The Power of Your Generosity
The Wayne County Dispute Resolution Center is a 501 (c) non-profit organization that relies on community support in order to offer free and low cost mediation services. You donation is tax deductible and goes to support a variety of initiatives. We welcome all contributions but we’d like to show you an example of The Power of Your Generosity.
A second grader had accrued 29 unexcused absences when her mother received a letter from the child’s school inviting her to attend truancy prevention mediation as an alternative to the school filing a truancy petition with the Wayne County Prosecuting Attorney. When the mother arrived at the school on the morning of the mediation, school staff heard many of the mother’s problems and fears related to her own health issues, lack of transportation, and safety concerns for her daughter that had resulted in the school absences.
After discussing different options and the importance of the child’s school attendance, the principal was able to arrange for the student to receive a bus waiver and to offer the option of parenting counseling from a social service agency in partnership with WCDRC.
Two neighbors came to the Center by way of referral from a Wayne County judge. One was being charged for reckless use of a firearm. This dispute started over a parking space. When his neighbor asked him to move his car from in front of his house and he refused, the two began to argue. The argument ended when he pulled out his gun and fired a shot in the air. When the parties arrived at mediation, neither were confident that they would reach an agreement.
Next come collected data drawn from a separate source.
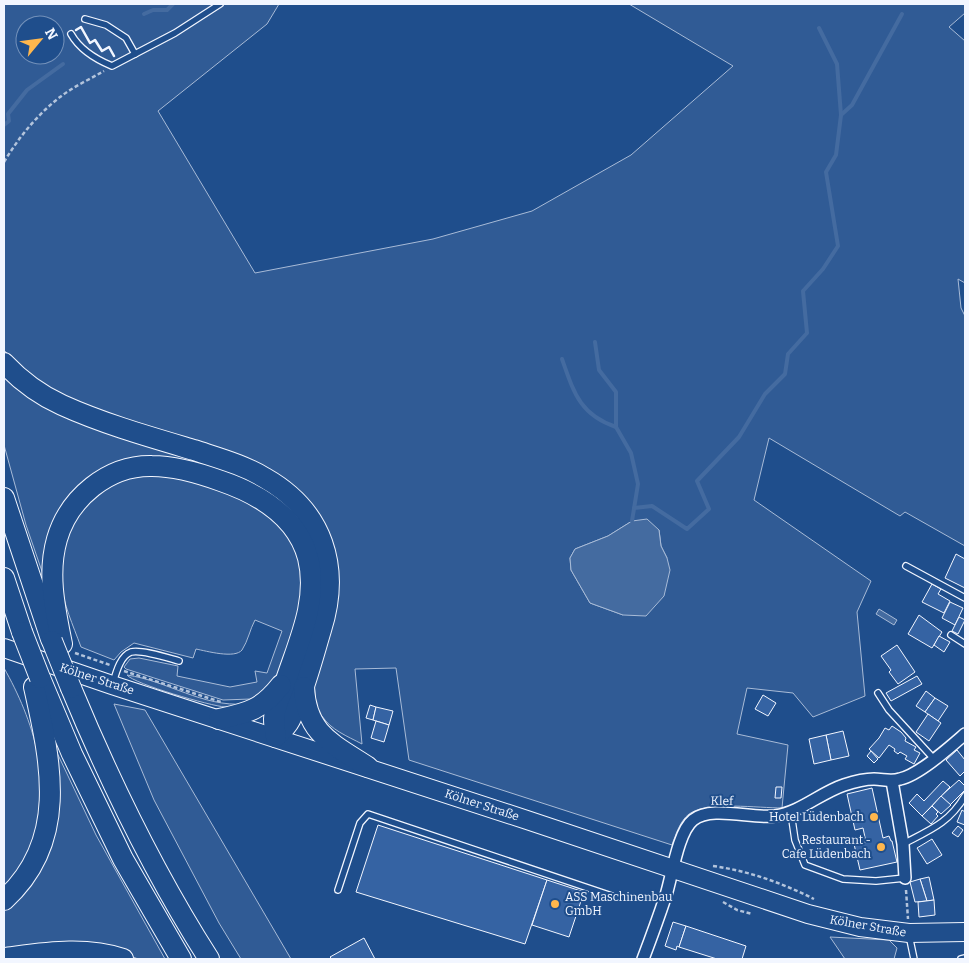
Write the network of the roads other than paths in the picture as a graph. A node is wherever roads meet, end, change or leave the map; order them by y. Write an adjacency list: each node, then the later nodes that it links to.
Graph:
1 (220, 4): 4 (lane)
2 (86, 19): 4 (lane)
3 (71, 34): 4 (lane)
4 (135, 54)
5 (4, 363): 17 (highway)
6 (4, 498): 12 (highway)
7 (906, 566): 9 (lane)
8 (4, 578): 15 (highway, bridge)
9 (965, 598)
10 (951, 635): 11 (lane)
11 (965, 644)
12 (63, 646): 17 (highway); 39 (highway, bridge)
13 (4, 648): 16 (main road, Kölner Straße)
14 (179, 661): 16 (lane)
15 (36, 677): 32 (highway); 38 (highway)
16 (115, 677): 19 (main road, Kölner Straße)
17 (295, 681): 19 (highway); 21 (highway); 23 (highway)
18 (878, 693): 22 (lane)
19 (222, 711): 21 (main road, Kölner Straße)
20 (965, 734): 22 (street, Klef)
21 (276, 737): 23 (main road, Kölner Straße)
22 (934, 759): 24 (street, Klef)
23 (368, 767): 28 (main road, Kölner Straße)
24 (892, 781): 26 (street, Klef); 27 (street)
25 (965, 796): 27 (lane)
26 (791, 812): 28 (street, Klef); 29 (lane)
27 (903, 844): 29 (street)
28 (673, 869): 33 (main road, Kölner Straße); 40 (street, Klef)
29 (905, 878)
30 (338, 890): 31 (lane)
31 (612, 896)
32 (4, 900)
33 (908, 928): 34 (main road, Kölner Straße); 41 (lane)
34 (965, 932)
35 (4, 958): 37 (highway)
36 (965, 958): 42 (lane)
37 (123, 959)
38 (181, 959)
39 (209, 959)
40 (643, 959)
41 (914, 959)
42 (961, 959)

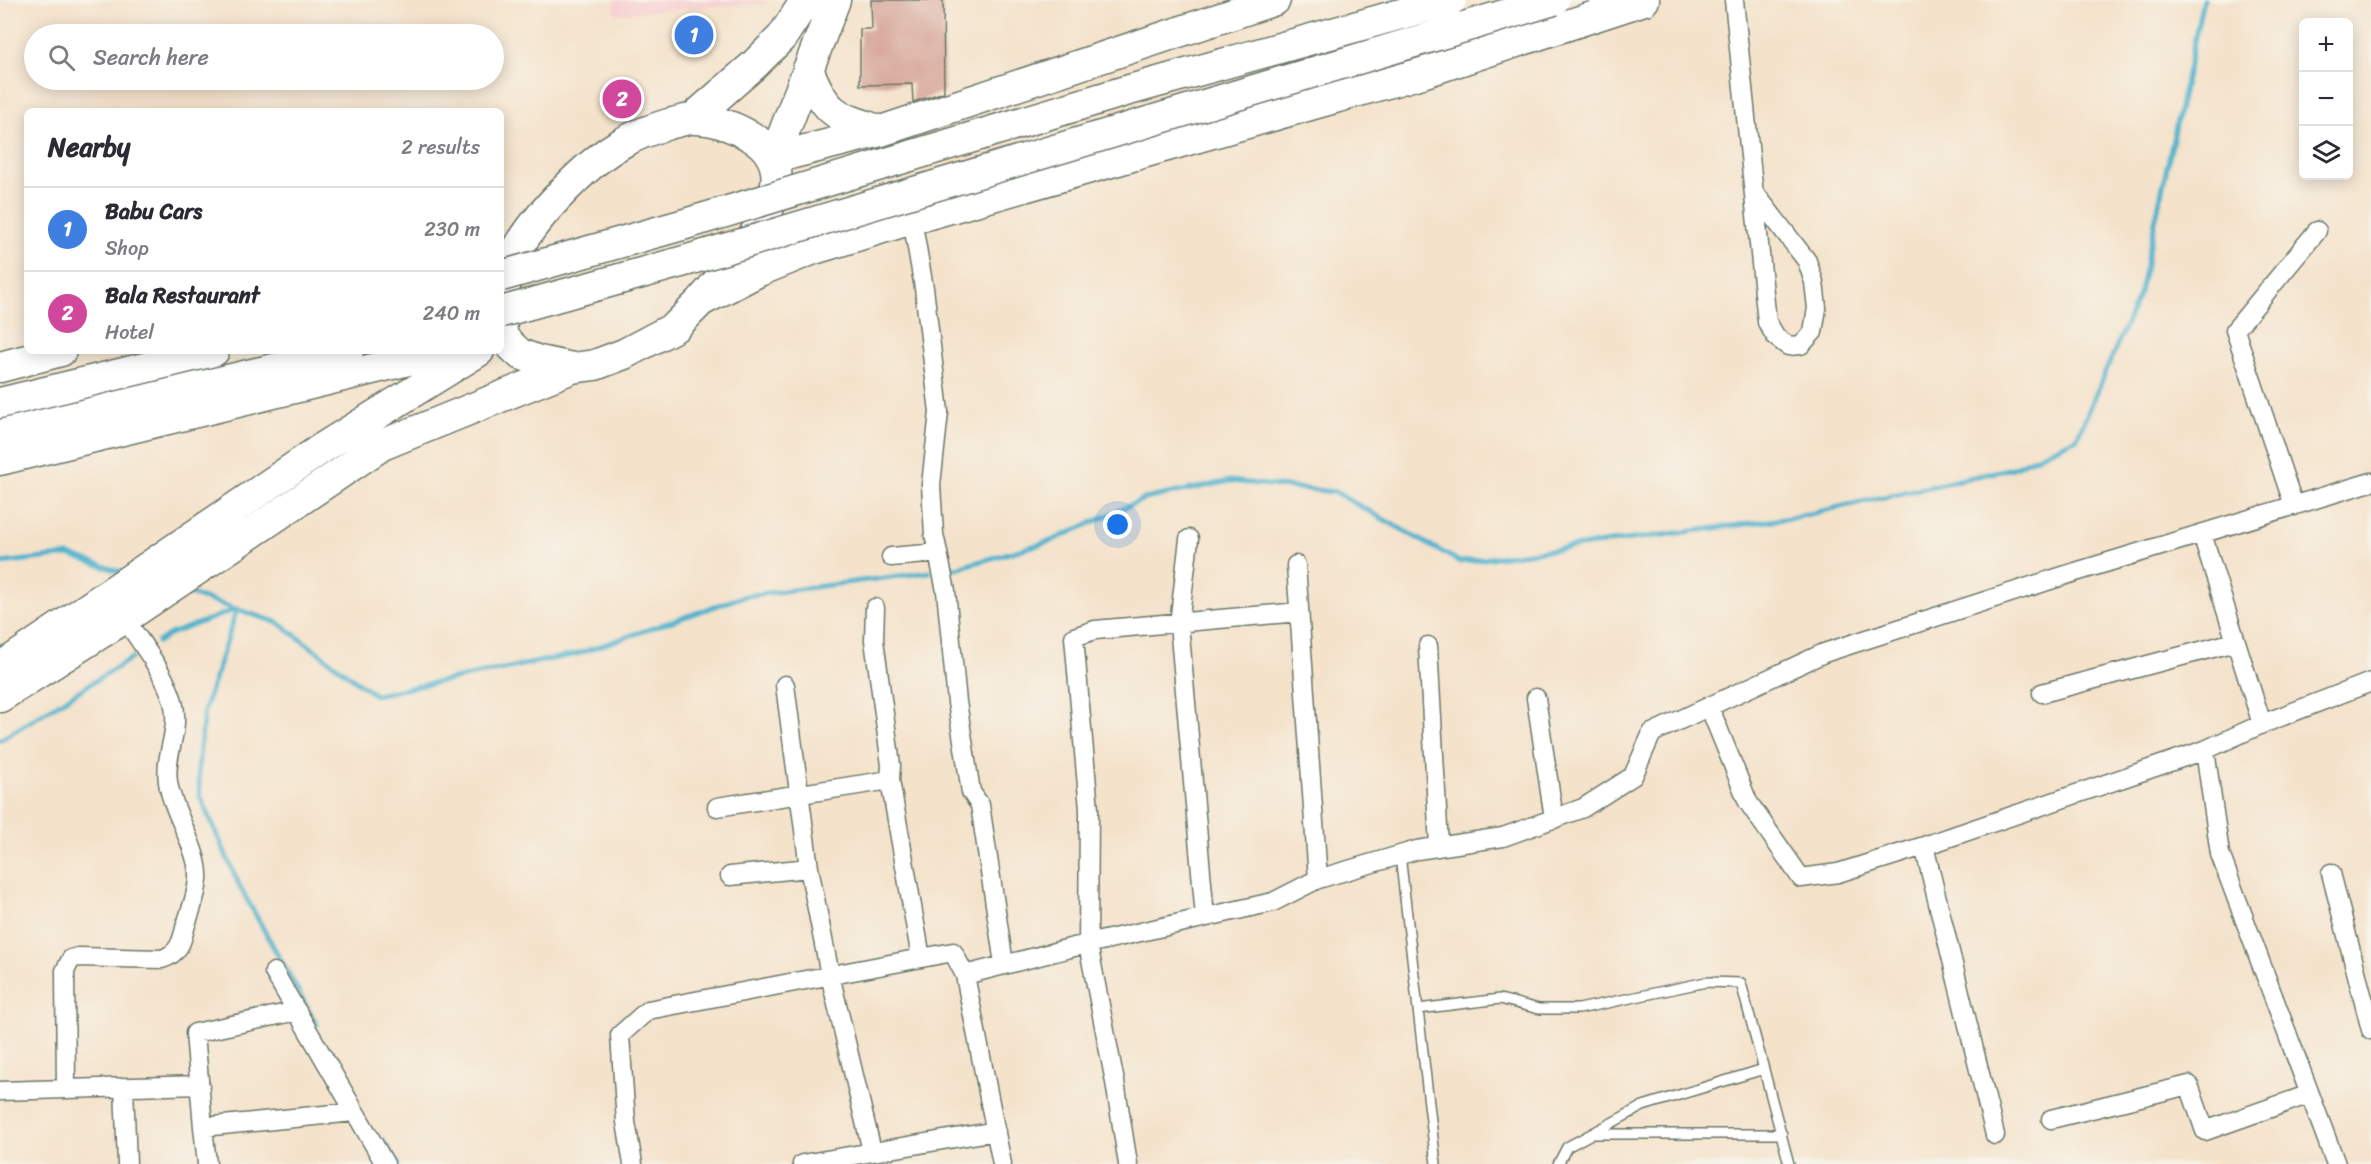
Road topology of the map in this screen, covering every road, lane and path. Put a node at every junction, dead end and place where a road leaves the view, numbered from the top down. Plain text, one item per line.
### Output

At mediation, it was revealed the men had an altercation 10 years earlier, holding a grudge ever since. During mediation they were able to discuss past incidents and share that they were no longer the person they were ten years ago. Each apologized for their part in their troubled past. Additionally, they found out that each valued their family above all else. They Nothing, they said, was more important to them than caring for and protecting their families. They did not leave best friends but they left understanding that they had similar values and similar priorities. Without this mediation, one of the parties said, “The next time we met someone was probably going to get hurt or killed.”
An 11 year-old boy lived in the same foster home for 4 years, and his foster mother had considered adopting him. However, he objected and said he wasn’t ready to be adopted. His foster mother decided to give him time, respect his wishes, and let him know he was welcome to live with her as long as he wanted. She wouldn’t force him into a relationship he wasn’t ready for. Nonetheless, his case was on a track toward permanency. When the foster mother indicated she was unwilling to adopt him at that time, the service agency began to search for other adoptive placements. The boy’s maternal aunt was located.
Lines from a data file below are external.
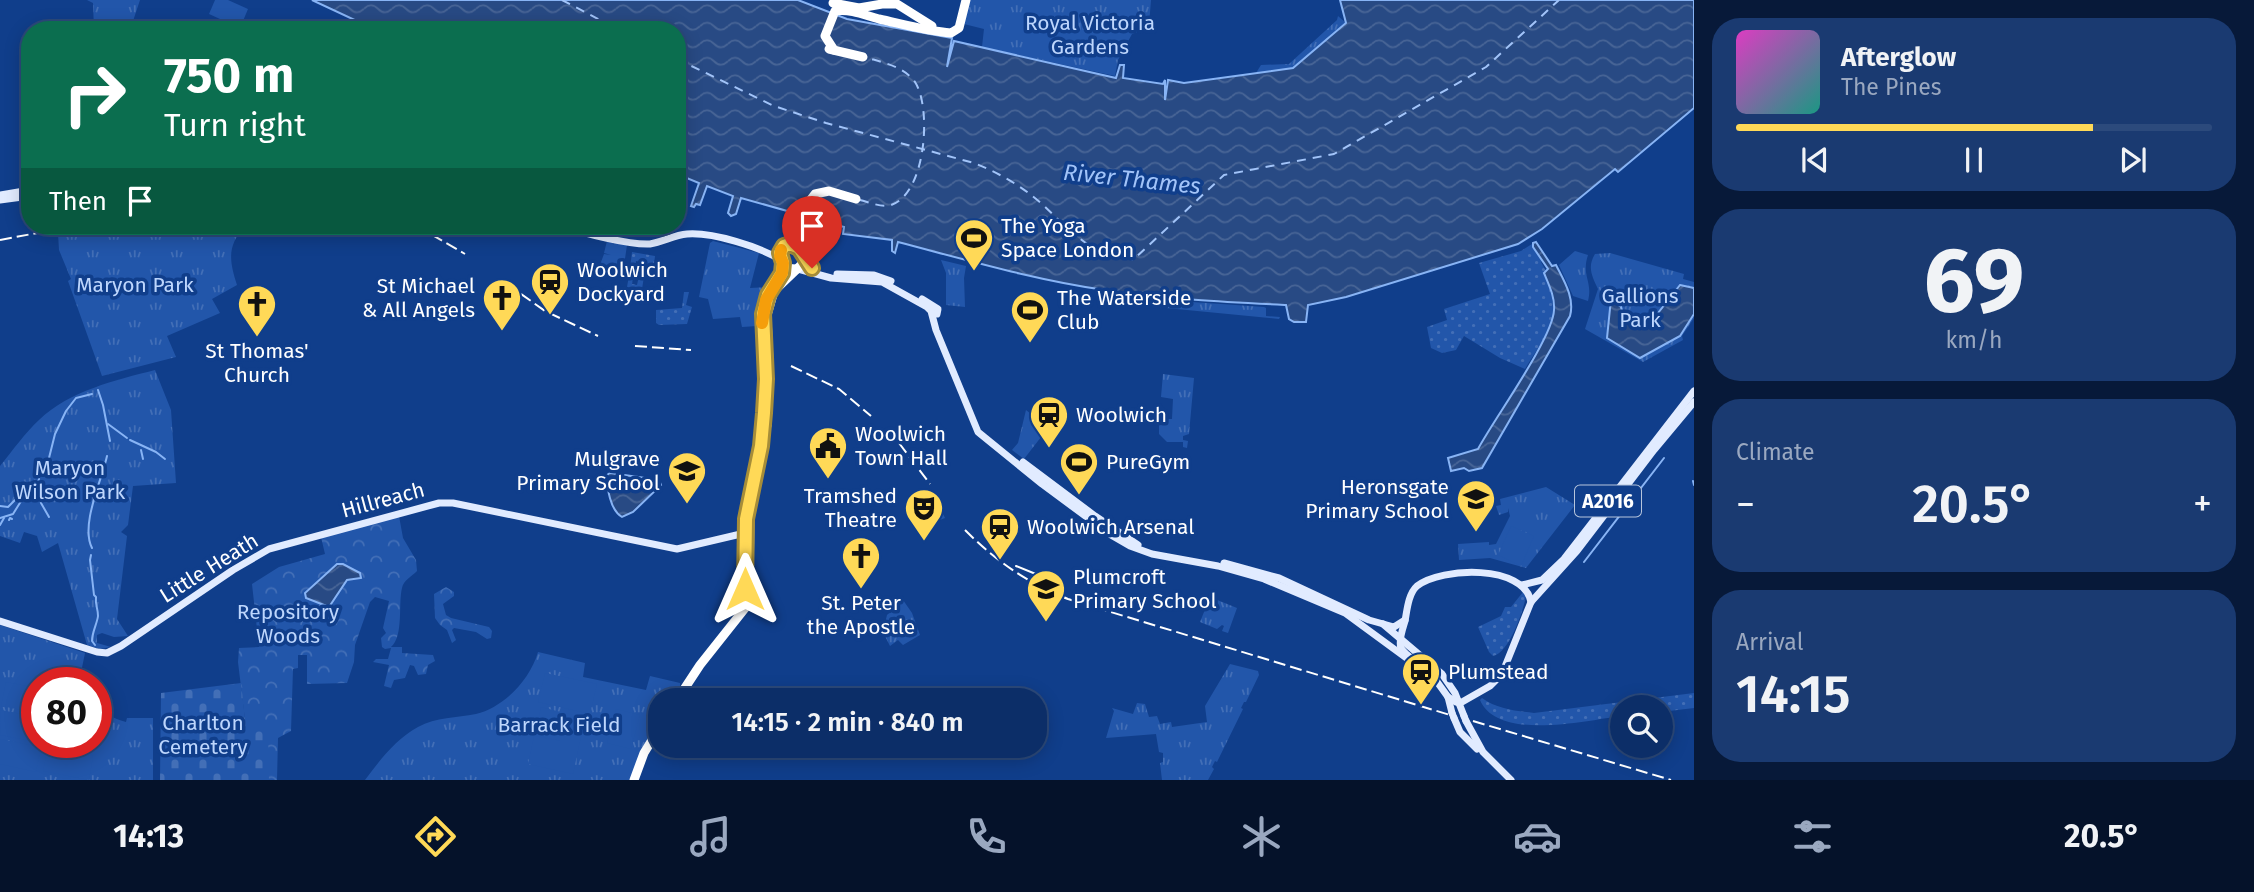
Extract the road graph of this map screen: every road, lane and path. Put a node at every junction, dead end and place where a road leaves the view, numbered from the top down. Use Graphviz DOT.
graph roads {
  1 [pos="966,0"];
  2 [pos="832,8"];
  3 [pos="866,11"];
  4 [pos="961,22"];
  5 [pos="863,57"];
  6 [pos="21,194"];
  7 [pos="0,195"];
  8 [pos="21,195"];
  9 [pos="856,199"];
  10 [pos="0,200"];
  11 [pos="805,219"];
  12 [pos="596,235"];
  13 [pos="682,235"];
  14 [pos="686,235"];
  15 [pos="786,245"];
  16 [pos="769,250"];
  17 [pos="802,253"];
  18 [pos="782,262"];
  19 [pos="797,269"];
  20 [pos="935,311"];
  21 [pos="1694,391"];
  22 [pos="1694,402"];
  23 [pos="1001,449"];
  24 [pos="327,533"];
  25 [pos="745,535"];
  26 [pos="1522,585"];
  27 [pos="1531,603"];
  28 [pos="745,604"];
  29 [pos="0,621"];
  30 [pos="1405,621"];
  31 [pos="1382,624"];
  32 [pos="1400,640"];
  33 [pos="1424,671"];
  34 [pos="685,688"];
  35 [pos="1448,697"];
  36 [pos="1462,702"];
  37 [pos="648,749"];
  38 [pos="1483,752"];
  39 [pos="635,780"];
  40 [pos="1511,780"];
  1 -- 4 [label="highway"];
  2 -- 3 [label="highway"];
  2 -- 3 [label="highway"];
  2 -- 5 [label="highway"];
  3 -- 4 [label="highway"];
  3 -- 4 [label="highway"];
  6 -- 7 [label="main road"];
  8 -- 10 [label="main road"];
  9 -- 11 [label="highway"];
  11 -- 15 [label="highway"];
  11 -- 17 [label="highway"];
  12 -- 13 [label="main road"];
  14 -- 16 [label="main road"];
  15 -- 16 [label="main road"];
  15 -- 17 [label="highway"];
  15 -- 18 [label="highway"];
  16 -- 18 [label="main road"];
  17 -- 19 [label="highway"];
  17 -- 20 [label="main road"];
  18 -- 19 [label="highway"];
  18 -- 25 [label="highway"];
  19 -- 20 [label="main road"];
  19 -- 28 [label="highway"];
  20 -- 23 [label="main road"];
  21 -- 26 [label="main road, A2016"];
  22 -- 27 [label="main road, A2016"];
  23 -- 31 [label="main road"];
  23 -- 33 [label="main road"];
  24 -- 25 [label="main road, Hillreach"];
  24 -- 29 [label="main road, Little Heath"];
  25 -- 28 [label="highway"];
  26 -- 27 [label="main road"];
  26 -- 30 [label="main road"];
  27 -- 36 [label="main road, A2016"];
  28 -- 34 [label="highway"];
  30 -- 31 [label="main road"];
  30 -- 32 [label="main road"];
  31 -- 32 [label="main road"];
  32 -- 33 [label="main road"];
  32 -- 36 [label="main road"];
  33 -- 35 [label="main road"];
  35 -- 36 [label="main road"];
  35 -- 38 [label="main road"];
  36 -- 38 [label="main road"];
  37 -- 39 [label="highway"];
  38 -- 40 [label="main road"];
}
The aunt had lost track of her nephew before his parents’ rights were terminated. When she discovered that he was eligible for adoption, and learned that his foster mother was refusing to adopt him, she filed a petition to adopt him. Around that time, the boy decided adoption by his foster mother would be okay, so she also petitioned for adoption. Both homes were approved, and Michigan Children’s Institute (MCI) was charged with choosing between the foster home where he had lived so long and the relative aunt with whom he had a relationship when he was younger.
During this process, the foster mom and aunt, who became engaged in a ‘competition’ for the boy, were quite critical of one another even though they had never met. The aunt was convinced that the foster mom didn’t really want him enough to adopt him, but had filed her petition out of spite only after she heard about the aunt’s intent. The foster mom wondered why the aunt hadn’t expressed interest earlier but decided to come forward in the eleventh hour when he was about to be adopted by his foster mom. The case was referred to mediation with MCI willing to accept any decision the foster mother and aunt made with the hope that the situation might improve enough that the child could have future contact with these two women who both cared about him.
The adoption worker and additional workers from two agencies attended the first meeting, along with the foster mother and aunt. There were three meetings before the case was resolved but between meetings, the boy met with his aunt and foster mother for dinner in a restaurant and again at his foster home. The aunt quickly realized that her nephew was happy, well cared for, and really wanted to stay in his foster home. Both the aunt and foster mother came to understand that the assumptions they had initially made about one another were not accurate and that each had good, loving reasons for their eleventh hour decisions to file adoption petitions.
By the second meeting, the aunt and foster mother were riding together to the mediation. By the third meeting, they had met with the boy and his therapist prior to the mediation, and the aunt had let him know that she would withdraw her petition, because she wanted to do what would make him happiest. She also made sure he understood that she was not turning her back on him and that she would always be available for him and would always consider him a member of her family too.
At the final mediation session, they made a good faith, non-enforceable agreement that it was in the child’s best interest to continue his relationship with his aunt and arranged a plan for scheduling for future visits. The aunt agreed to withdraw her petition, and he was adopted by his foster mother.